Notes for Ma221 Lecture 15, Nov 24, 2020

Krylov Subspace Methods: GMRES and CG

Now we return to Chapter 6, on solving A*x=b.
Given the orthogonal basis of the Krylov subspace Q_k = [q_1,...,q_k], 
our goal is to find the "best" approximate solution x_k in span(Q_k). 
To make progress, we need to define "best"; depending on what we choose, 
we end up with different algorithms:

(1) Choose x_k to minimize || x_k - x ||_2, where x is the true solution.
Unfortunately, we don't have enough information in Q_k and H_k = Q_k^T*A*Q^k 
(or T_k when A is symmetric) to compute this.

(2) Choose x_k to minimize the norm || r_k ||_2 of the residual r_k = b-A*x_k.
We can do this, and the algorithm is called MINRES (for "minimum residual")
when A is symmetric, and GMRES (for "generalized minimum residual") when it is not.

(3) Choose x_k so that r_k is perpendicular to {script K}_k, i.e. r_k^T * Q_k = 0.
This is called the orthogonal residual property, or a Galerkin condition, by
analogy to finite elements. When A is symmetric, the algorithm is called
SYMMLQ. When A is nonsymmetric, a variant of GMRES works.

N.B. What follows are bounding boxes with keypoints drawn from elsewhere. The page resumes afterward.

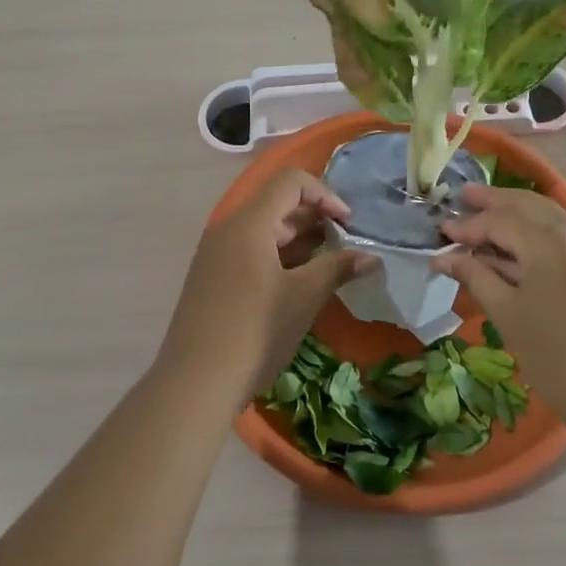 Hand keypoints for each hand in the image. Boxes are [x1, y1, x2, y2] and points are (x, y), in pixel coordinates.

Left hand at [158, 170, 375, 401]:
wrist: (195, 383)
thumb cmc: (255, 331)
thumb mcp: (304, 296)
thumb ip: (338, 268)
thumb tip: (371, 257)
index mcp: (249, 223)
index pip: (290, 182)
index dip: (325, 195)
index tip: (348, 225)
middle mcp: (228, 230)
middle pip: (277, 205)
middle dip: (315, 220)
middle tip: (345, 247)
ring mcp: (216, 255)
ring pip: (264, 232)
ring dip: (299, 243)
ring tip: (328, 268)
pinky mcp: (212, 279)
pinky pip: (250, 253)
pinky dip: (279, 259)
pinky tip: (298, 287)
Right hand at [434, 186, 565, 436]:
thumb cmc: (558, 359)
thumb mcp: (508, 316)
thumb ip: (475, 277)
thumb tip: (443, 257)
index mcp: (549, 242)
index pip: (499, 221)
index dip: (467, 226)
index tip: (439, 232)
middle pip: (526, 205)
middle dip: (492, 202)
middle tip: (461, 199)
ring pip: (546, 216)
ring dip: (514, 213)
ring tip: (482, 215)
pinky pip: (561, 233)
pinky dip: (534, 231)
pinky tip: (514, 243)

(4) When A is spd, it defines a norm || r ||_{A^(-1)} = (r^T * A^(-1) * r)^(1/2).
We say the best solution minimizes || r_k ||_{A^(-1)}. Note that 
   || r_k ||_A^(-1)^2 = r_k^T*A^(-1)*r_k 
                      = (b-A*x_k)^T*A^{-1)*(b-A*x_k)
                      = (A*x-A*x_k)^T*A^{-1)*(A*x-A*x_k)
                      = (x-x_k)^T*A*(x-x_k)
                      = || x - x_k ||_A^2
This algorithm is called the Conjugate Gradient Algorithm.

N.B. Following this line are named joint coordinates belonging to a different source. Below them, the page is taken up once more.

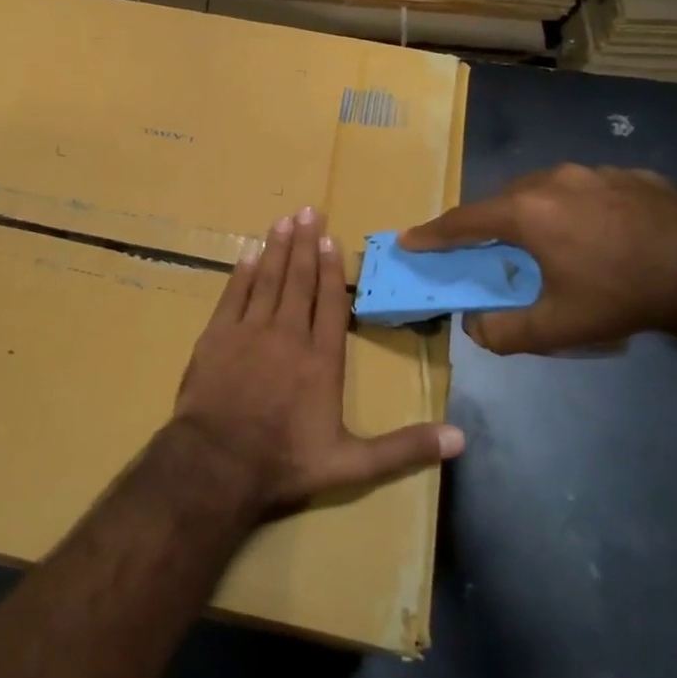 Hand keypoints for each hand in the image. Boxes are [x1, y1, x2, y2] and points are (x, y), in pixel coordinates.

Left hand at [169, 207, 463, 516]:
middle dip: (304, 244)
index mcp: (321, 360)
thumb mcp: (352, 465)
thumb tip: (460, 438)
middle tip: (308, 211)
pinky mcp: (216, 337)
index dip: (330, 270)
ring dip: (276, 249)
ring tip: (283, 221)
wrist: (218, 464)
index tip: (331, 241)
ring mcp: (249, 332)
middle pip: (298, 281)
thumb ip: (404, 448)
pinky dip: (242, 273)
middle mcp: (288, 335)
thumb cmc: (285, 463)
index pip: (330, 304)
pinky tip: (247, 254)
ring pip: (267, 280)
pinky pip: (233, 295)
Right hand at [400, 164, 676, 355]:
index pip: (464, 221)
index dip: (432, 233)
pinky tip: (595, 232)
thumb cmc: (623, 296)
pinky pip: (585, 189)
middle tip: (483, 249)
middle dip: (486, 225)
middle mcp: (552, 180)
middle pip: (502, 201)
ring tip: (543, 242)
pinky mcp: (630, 174)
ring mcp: (594, 172)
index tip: (409, 239)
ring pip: (543, 189)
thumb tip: (475, 326)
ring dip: (531, 213)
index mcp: (526, 212)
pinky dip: (574, 207)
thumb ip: (504, 332)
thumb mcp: (559, 327) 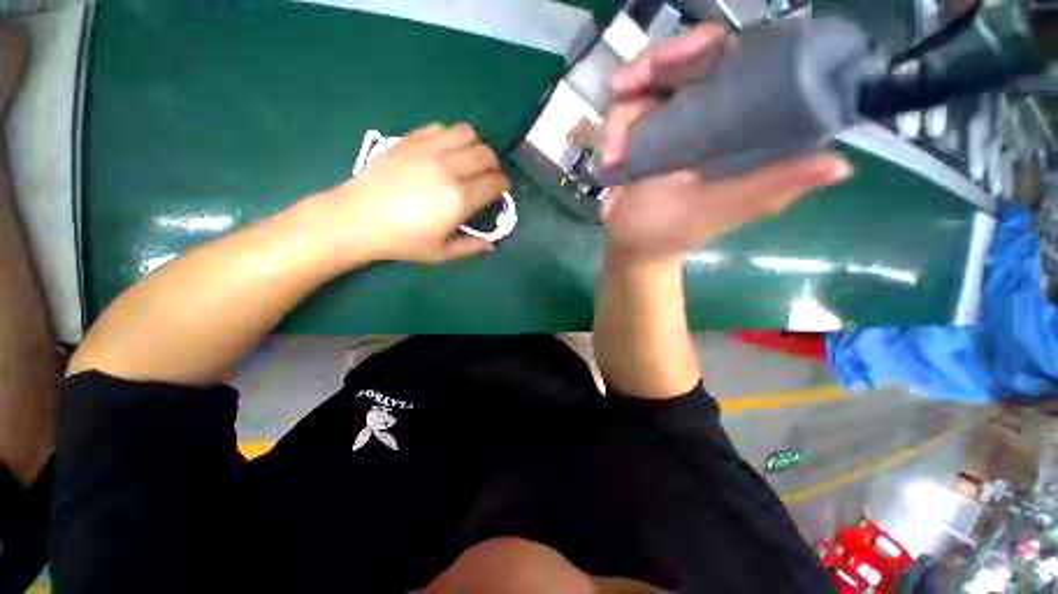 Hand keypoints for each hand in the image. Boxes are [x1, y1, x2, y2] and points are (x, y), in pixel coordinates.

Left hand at [307, 123, 509, 268]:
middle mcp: (450, 169)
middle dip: (493, 166)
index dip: (503, 186)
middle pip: (487, 155)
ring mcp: (430, 150)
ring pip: (468, 134)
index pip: (495, 182)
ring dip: (475, 147)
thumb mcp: (441, 253)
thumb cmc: (403, 240)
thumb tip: (491, 245)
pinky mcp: (412, 140)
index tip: (500, 192)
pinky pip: (442, 127)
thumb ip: (470, 247)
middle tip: (486, 178)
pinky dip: (451, 137)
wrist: (358, 218)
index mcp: (460, 199)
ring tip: (468, 161)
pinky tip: (445, 152)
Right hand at [600, 25, 851, 259]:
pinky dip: (610, 134)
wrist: (630, 247)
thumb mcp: (720, 208)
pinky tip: (607, 162)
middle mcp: (706, 116)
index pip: (733, 62)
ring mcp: (668, 124)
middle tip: (620, 86)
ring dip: (620, 119)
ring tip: (611, 157)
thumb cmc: (671, 231)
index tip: (676, 56)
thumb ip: (770, 185)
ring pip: (643, 87)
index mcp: (737, 127)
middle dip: (648, 68)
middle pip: (682, 62)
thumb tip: (840, 164)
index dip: (705, 47)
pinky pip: (622, 114)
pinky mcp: (639, 137)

Thm: When A is spd, definitions (3) and (4) of "best" are equivalent, and
using the Conjugate Gradient algorithm, it is possible to compute x_k 
from previous iterates for the cost of one multiplication by A, and
a small number of dot products and saxpys (y = alpha*x + y), keeping
only 3 vectors in memory.

More generally, the choice of algorithm depends on the properties of A:
Decision Tree: Figure 6.8 (IterativeTreeAx=b.ps)
See also pointer on class web page to the on-line book
   Templates for the Solution of Linear Systems
for an expanded version of this tree, and pointers to software.

We now discuss GMRES, which uses the least structure of the matrix, 
and then CG, which uses the most.

In GMRES, at each step we choose x_k to minimize 
   || r_k ||_2 = || b - A*x_k ||_2
where x_k = Q_k*y_k, i.e. x_k is in {script K}_k(A,b). 
Thus we choose y_k to minimize
   || r_k ||_2 = || b - A*Q_k*y_k ||_2
               = || b - A*[Q_k,Q_u]*[ y_k; 0 ] ||_2
               = || Q^T*( b - A*[Q_k,Q_u]*[ y_k; 0 ] ) ||_2
               = || Q^T*b - H*[ y_k; 0 ] ) ||_2
               = || e_1 * ||b||_2 - [ H_k H_uk ] * [ y_k ] ||_2
                                    [ H_ku H_u ]   [  0  ]
               = || e_1 * ||b||_2 - [ H_k  ] * y_k ||_2
                                    [ H_ku ]   
Since only the first row of H_ku is nonzero, we just need to solve the 
(k+1)-by-k upper Hessenberg least squares problem
    || r_k ||_2 = || e_1 * ||b||_2 - [ H_k            ] * y_k ||_2
                  ||                 [ 0...0 H(k+1,k) ]
which can be done inexpensively with k Givens rotations, exploiting the
upper Hessenberg structure, costing just O(k^2) or O(k) instead of O(k^3).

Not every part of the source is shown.